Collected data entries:
******

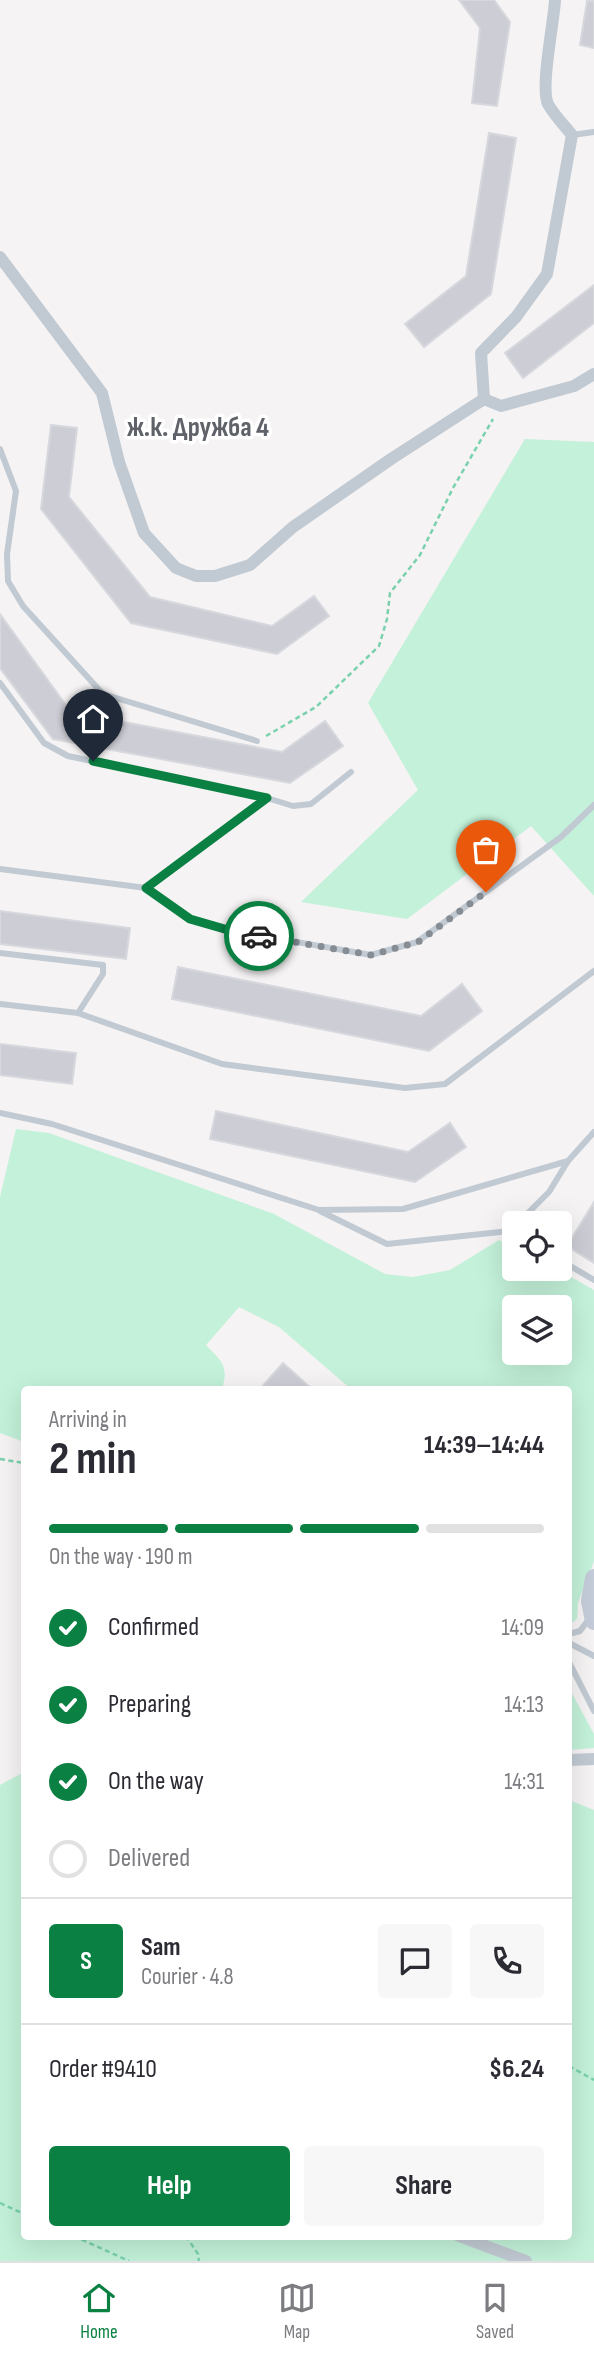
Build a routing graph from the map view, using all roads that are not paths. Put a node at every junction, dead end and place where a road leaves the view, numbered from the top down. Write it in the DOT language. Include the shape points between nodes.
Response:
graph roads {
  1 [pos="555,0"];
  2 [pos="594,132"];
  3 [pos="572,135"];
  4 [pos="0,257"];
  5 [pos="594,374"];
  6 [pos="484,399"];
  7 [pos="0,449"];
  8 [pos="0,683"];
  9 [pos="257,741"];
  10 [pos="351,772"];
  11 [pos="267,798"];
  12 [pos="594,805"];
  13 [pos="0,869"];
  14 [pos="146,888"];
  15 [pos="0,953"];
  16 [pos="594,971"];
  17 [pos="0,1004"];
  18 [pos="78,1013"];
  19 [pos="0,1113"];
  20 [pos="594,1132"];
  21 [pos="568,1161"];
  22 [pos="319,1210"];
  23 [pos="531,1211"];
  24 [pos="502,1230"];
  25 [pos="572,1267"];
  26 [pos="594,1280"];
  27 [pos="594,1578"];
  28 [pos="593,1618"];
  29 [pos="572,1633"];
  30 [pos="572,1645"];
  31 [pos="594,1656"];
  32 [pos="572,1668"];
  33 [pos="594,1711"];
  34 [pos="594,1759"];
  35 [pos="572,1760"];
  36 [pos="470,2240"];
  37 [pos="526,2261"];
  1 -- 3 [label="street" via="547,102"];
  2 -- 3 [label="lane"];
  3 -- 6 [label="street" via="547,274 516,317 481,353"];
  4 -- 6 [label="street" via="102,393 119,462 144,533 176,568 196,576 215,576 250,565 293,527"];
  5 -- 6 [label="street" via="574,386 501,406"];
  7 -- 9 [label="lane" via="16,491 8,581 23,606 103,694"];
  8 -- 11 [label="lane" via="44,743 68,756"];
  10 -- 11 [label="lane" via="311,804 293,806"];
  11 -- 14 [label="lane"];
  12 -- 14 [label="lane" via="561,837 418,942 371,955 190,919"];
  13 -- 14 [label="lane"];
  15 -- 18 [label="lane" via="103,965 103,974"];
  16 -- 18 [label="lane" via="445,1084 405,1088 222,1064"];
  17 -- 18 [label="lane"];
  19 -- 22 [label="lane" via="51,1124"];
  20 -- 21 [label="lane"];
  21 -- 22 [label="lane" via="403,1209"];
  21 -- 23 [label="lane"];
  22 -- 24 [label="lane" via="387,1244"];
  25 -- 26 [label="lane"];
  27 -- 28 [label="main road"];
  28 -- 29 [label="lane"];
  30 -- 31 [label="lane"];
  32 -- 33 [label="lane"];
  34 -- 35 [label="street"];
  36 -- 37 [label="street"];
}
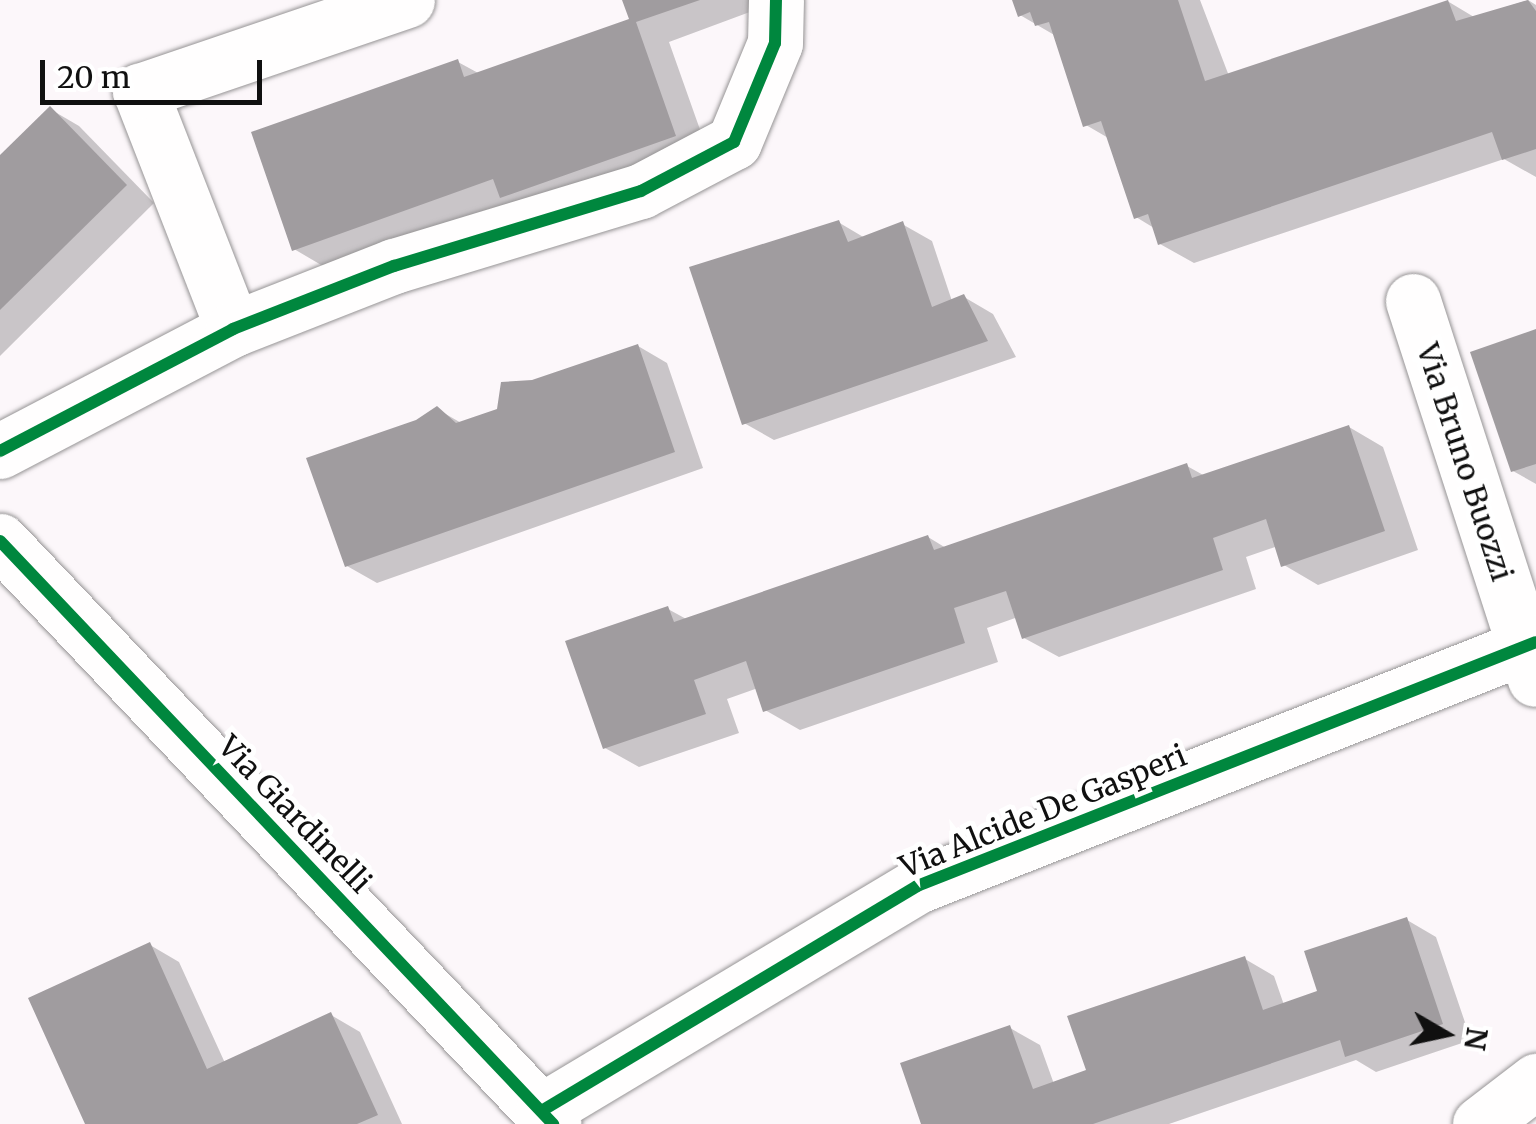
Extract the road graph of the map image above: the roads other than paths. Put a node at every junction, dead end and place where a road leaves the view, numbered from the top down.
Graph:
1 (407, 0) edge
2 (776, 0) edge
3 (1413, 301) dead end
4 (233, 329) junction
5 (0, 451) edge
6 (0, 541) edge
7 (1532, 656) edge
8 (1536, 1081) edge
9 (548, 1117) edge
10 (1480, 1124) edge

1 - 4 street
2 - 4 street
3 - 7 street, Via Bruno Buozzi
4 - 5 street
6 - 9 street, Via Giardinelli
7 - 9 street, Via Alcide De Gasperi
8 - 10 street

******

**Task prompt**: Every line in the records above that contains the word "place" is to be copied out.

**Response to the task**:
Build a routing graph from the map view, using all roads that are not paths. Put a node at every junction, dead end and place where a road leaves the view, numbered from the top down. Write it in the DOT language. Include the shape points between nodes.
Extract the road graph of the map image above: the roads other than paths. Put a node at every junction, dead end and place where a road leaves the view, numbered from the top down.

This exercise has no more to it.